Earlier this week, it appeared that the gold market was headed sharply higher, climbing close to its 2016 high overnight on Tuesday. In the brief time since then, the precious metal prices have tanked, falling below their levels prior to the presidential election.
A number of gold bulls must be thinking, What’s the big idea?
What’s causing the decline in gold, silver, and platinum? What can an investor expect over the next two months before the new president-elect takes office?
As election results began to flow in on Tuesday night and reflect Donald Trump’s success with voters, financial markets went into panic mode. Stock futures fell precipitously while the price of gold jumped about $60 per ounce, trading just below $1,340/oz at one point. Silver prices, meanwhile, surged to about $19/oz.
Subsequently, the precious metal pair of gold and silver fell even further than where they started, trading around $1,225/oz and $17.50/oz (respectively) on Friday afternoon. It was the biggest weekly loss for gold in three years.
Part of the reason may be the way that President-elect Trump has—finally—pivoted toward a more presidential tone. Markets seemed to calm a great deal when Trump’s acceptance speech was conciliatory toward his opponent and the half of the country that didn’t vote for him. He followed it up with a largely anodyne meeting with President Obama in the White House on Thursday. These signs of a smooth transition of power, and perhaps even Trump’s capacity to behave more like a statesman, appear to have quelled any market anxiety about Trump becoming commander-in-chief.
Beyond the incoming president’s more even-keeled behavior and rhetoric, a new wave of optimism among investors also has contributed to the selloff in precious metals. The University of Michigan’s consumer confidence survey for November showed a steep increase in positive expectations for the economy. The gauge registered above its 2016 average, simultaneously notching a five-month high with gold’s five-month low.

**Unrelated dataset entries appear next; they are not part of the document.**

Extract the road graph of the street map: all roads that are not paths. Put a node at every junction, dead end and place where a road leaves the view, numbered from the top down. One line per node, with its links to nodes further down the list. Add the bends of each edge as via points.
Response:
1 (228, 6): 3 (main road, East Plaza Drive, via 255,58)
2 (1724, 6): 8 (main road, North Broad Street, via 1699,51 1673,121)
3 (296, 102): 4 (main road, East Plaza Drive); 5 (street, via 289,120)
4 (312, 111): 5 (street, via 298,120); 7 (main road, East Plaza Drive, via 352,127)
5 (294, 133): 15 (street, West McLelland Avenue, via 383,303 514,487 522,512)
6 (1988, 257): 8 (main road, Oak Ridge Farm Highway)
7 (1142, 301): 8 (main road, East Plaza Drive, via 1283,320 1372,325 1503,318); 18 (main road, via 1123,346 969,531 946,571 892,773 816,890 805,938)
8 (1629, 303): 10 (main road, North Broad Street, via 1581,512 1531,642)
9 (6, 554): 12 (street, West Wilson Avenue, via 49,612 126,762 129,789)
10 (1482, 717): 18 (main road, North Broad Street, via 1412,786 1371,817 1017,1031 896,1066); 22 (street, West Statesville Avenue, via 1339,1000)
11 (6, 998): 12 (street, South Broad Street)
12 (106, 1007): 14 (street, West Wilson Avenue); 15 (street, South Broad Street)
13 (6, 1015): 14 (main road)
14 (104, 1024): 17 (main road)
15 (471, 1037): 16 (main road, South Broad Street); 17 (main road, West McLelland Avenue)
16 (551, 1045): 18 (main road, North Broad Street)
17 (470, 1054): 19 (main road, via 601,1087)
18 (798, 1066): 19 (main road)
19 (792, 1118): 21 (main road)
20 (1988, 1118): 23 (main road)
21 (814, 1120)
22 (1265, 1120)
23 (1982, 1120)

Naturally, these improved feelings about the state of the economy has helped push the U.S. stock markets to new all-time highs. Meanwhile, with less apparent reason to hold safe havens, investors also participated in a massive selloff of U.S. bonds. The yield on 10-year Treasurys climbed from 1.80% to 2.15% in a matter of a few trading days.
While the reasons for the downturn in gold seem straightforward, they’re still counterintuitive. It seems to be yet another example of the market overshooting or overreacting. Just because Trump offers unique hope doesn’t mean risk-on investors ought to disregard the risk and fundamentals that have made gold one of the best-performing assets this year.
The opinions and forecasts herein are provided solely for informational purposes, and should not be used or construed as an offer, solicitation, or recommendation to buy or sell any product.